1. prepare a method for the target protein preparation that host cell proteins (HCP) reduces from sample mixture, described sample mixture comprises target protein and at least one HCP, and described method comprises:

A () carries out the Raman spectrum analysis of described sample mixture;

B () makes described sample mixture contact affinity chromatography resin, make resin be loaded to the 50%-100% of its saturated binding capacity;

C () collects chromatographic sample; With

D () carries out the Raman spectrum analysis of described chromatographic sample to identify that it is the target protein preparation that HCP reduces, wherein said target protein is antibody or its antigen-binding portion thereof.

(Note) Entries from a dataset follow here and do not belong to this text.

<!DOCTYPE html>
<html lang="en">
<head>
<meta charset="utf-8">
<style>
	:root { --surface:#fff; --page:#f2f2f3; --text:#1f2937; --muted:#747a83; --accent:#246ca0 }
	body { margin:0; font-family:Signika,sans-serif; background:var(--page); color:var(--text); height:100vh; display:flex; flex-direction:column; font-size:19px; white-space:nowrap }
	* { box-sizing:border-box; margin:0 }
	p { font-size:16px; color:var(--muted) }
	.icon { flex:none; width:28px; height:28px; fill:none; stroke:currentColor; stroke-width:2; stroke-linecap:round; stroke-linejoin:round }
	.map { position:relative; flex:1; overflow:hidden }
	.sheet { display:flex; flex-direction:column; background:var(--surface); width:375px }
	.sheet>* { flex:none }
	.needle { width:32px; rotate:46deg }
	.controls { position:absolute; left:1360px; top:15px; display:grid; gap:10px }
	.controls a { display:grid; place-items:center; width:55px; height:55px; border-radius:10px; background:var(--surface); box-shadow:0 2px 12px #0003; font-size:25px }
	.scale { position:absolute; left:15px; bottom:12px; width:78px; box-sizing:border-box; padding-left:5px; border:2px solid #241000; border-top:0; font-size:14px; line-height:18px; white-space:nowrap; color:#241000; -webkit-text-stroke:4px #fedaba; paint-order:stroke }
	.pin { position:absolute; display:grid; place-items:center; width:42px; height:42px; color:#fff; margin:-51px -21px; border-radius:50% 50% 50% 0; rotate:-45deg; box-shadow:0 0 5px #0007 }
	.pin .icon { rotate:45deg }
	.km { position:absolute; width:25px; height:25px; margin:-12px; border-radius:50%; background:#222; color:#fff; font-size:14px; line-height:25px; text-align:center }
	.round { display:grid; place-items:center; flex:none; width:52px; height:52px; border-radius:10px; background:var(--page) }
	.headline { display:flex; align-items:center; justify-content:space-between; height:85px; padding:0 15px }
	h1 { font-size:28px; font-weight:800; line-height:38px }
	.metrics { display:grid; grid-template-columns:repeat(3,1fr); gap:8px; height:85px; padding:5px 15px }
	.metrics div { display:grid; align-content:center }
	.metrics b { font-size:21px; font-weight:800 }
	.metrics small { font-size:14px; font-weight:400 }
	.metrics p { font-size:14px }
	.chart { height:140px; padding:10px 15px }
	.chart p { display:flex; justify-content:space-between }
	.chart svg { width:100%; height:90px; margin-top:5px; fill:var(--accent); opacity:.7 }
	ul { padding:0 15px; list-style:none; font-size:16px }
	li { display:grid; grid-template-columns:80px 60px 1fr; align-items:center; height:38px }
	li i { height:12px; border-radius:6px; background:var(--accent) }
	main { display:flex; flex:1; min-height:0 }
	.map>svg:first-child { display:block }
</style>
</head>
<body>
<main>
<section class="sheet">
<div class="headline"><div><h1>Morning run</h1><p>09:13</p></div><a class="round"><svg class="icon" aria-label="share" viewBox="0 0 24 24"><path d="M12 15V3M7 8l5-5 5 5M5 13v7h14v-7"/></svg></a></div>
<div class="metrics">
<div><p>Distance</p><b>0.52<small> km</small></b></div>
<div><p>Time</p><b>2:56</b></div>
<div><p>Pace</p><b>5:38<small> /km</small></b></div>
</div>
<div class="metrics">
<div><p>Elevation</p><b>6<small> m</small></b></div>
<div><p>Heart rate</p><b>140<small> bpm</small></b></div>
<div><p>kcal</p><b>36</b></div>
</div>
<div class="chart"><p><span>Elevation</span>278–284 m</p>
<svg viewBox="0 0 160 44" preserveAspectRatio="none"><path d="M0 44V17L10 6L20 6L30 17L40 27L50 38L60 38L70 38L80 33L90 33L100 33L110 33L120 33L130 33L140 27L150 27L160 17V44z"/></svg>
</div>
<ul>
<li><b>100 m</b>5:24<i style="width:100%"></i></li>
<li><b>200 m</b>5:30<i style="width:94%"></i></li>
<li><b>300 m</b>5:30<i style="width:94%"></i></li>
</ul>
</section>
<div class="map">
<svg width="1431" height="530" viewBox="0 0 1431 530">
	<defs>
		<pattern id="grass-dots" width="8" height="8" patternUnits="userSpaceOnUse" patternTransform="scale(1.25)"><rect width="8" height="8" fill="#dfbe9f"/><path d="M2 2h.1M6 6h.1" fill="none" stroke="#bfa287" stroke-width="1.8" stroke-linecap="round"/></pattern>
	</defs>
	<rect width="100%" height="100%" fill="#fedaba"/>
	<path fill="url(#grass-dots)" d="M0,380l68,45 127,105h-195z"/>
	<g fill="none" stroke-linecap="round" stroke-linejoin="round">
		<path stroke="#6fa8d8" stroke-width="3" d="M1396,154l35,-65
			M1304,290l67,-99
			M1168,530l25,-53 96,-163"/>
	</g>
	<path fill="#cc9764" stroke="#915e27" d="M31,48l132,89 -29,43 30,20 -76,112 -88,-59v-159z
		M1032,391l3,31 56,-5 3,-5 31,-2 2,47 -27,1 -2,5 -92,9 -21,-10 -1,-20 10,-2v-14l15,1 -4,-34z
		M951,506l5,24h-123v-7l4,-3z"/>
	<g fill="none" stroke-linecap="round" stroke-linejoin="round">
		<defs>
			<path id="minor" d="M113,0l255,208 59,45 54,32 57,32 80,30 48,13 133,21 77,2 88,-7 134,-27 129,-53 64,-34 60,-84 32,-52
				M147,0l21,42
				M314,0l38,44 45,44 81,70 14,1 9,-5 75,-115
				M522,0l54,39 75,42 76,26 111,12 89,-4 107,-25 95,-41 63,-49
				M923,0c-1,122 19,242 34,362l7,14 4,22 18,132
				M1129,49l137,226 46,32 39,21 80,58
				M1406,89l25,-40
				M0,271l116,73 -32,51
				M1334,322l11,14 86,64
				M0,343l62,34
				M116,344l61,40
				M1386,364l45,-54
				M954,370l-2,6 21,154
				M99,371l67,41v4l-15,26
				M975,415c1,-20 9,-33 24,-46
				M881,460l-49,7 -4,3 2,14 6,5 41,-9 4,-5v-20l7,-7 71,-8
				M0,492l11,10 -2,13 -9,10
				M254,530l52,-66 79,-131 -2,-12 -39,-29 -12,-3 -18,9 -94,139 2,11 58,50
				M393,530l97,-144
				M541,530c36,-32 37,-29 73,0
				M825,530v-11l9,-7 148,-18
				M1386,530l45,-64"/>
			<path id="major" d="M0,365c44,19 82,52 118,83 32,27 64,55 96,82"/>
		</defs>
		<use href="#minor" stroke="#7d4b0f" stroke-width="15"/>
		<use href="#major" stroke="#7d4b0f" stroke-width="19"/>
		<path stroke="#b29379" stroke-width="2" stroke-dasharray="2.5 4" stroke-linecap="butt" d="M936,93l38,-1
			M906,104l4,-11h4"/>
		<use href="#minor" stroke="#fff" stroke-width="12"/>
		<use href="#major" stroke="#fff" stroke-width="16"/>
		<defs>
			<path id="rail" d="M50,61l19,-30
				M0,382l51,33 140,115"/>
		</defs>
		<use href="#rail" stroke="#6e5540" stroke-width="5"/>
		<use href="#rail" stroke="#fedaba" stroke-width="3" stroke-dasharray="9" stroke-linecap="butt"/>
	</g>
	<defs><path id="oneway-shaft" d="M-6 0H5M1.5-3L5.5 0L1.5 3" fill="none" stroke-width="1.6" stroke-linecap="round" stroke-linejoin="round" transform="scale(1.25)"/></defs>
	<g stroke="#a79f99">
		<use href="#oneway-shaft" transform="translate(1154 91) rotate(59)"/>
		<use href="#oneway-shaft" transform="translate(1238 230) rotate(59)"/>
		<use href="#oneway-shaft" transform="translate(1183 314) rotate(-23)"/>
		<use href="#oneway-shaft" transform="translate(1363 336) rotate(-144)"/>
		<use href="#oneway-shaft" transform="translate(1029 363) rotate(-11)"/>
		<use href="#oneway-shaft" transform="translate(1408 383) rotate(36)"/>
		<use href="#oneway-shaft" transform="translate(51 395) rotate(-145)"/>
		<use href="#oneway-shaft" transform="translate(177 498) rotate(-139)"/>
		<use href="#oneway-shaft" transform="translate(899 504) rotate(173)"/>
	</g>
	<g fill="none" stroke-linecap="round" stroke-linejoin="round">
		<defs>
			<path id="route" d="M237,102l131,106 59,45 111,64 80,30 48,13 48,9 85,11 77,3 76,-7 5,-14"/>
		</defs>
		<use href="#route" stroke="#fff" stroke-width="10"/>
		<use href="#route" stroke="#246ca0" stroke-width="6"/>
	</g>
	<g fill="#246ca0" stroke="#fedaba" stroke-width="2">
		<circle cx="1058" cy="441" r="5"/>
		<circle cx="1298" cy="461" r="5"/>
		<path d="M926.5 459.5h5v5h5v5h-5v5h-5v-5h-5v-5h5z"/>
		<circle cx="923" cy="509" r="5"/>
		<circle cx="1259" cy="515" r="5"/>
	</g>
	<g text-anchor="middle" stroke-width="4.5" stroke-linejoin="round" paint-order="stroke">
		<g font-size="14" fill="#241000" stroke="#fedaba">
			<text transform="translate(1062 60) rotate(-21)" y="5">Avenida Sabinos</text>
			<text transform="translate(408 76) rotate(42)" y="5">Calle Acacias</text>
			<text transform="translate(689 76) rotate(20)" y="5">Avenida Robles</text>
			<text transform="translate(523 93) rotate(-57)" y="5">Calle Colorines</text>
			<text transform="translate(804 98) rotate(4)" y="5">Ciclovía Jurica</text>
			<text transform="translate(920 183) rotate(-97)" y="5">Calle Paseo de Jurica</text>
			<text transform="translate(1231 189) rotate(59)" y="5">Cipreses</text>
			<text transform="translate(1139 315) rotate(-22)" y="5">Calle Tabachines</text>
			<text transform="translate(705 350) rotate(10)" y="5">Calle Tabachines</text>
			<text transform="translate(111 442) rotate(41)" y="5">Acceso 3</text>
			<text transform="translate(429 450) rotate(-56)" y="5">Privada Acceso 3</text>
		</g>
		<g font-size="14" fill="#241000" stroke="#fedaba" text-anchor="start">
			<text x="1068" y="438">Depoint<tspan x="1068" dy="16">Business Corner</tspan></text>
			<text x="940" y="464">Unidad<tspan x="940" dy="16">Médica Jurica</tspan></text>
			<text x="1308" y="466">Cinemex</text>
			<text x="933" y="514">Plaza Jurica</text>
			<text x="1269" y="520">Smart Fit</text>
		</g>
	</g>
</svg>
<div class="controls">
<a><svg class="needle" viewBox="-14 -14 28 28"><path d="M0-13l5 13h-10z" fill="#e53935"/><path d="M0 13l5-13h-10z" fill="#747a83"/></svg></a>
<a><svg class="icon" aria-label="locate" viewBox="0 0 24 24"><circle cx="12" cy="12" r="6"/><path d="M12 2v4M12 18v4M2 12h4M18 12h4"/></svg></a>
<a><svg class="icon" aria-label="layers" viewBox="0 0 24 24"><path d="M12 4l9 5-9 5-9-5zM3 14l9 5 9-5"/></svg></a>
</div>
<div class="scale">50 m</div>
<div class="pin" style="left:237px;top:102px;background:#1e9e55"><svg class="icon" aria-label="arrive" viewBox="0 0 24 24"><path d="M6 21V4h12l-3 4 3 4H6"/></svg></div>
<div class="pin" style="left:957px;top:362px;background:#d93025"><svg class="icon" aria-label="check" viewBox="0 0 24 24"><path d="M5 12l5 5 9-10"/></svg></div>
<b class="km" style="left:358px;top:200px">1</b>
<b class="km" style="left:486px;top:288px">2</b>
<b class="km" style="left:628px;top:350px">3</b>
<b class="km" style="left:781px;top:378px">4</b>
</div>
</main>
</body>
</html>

2. prepare a method for the target protein preparation that host cell proteins (HCP) reduces from sample mixture, described sample mixture comprises target protein and at least one HCP, and described method comprises:

A () carries out the Raman spectrum analysis of described sample mixture;

B () makes described sample mixture contact ions exchange chromatography resin or hydrophobic interaction chromatograph resin, make resin be loaded to the 50%-100% of its saturated binding capacity;

C () collects chromatographic sample; With

D () carries out the Raman spectrum analysis of described chromatographic sample to identify that it is the target protein preparation that HCP reduces, wherein said target protein is antibody or its antigen-binding portion thereof.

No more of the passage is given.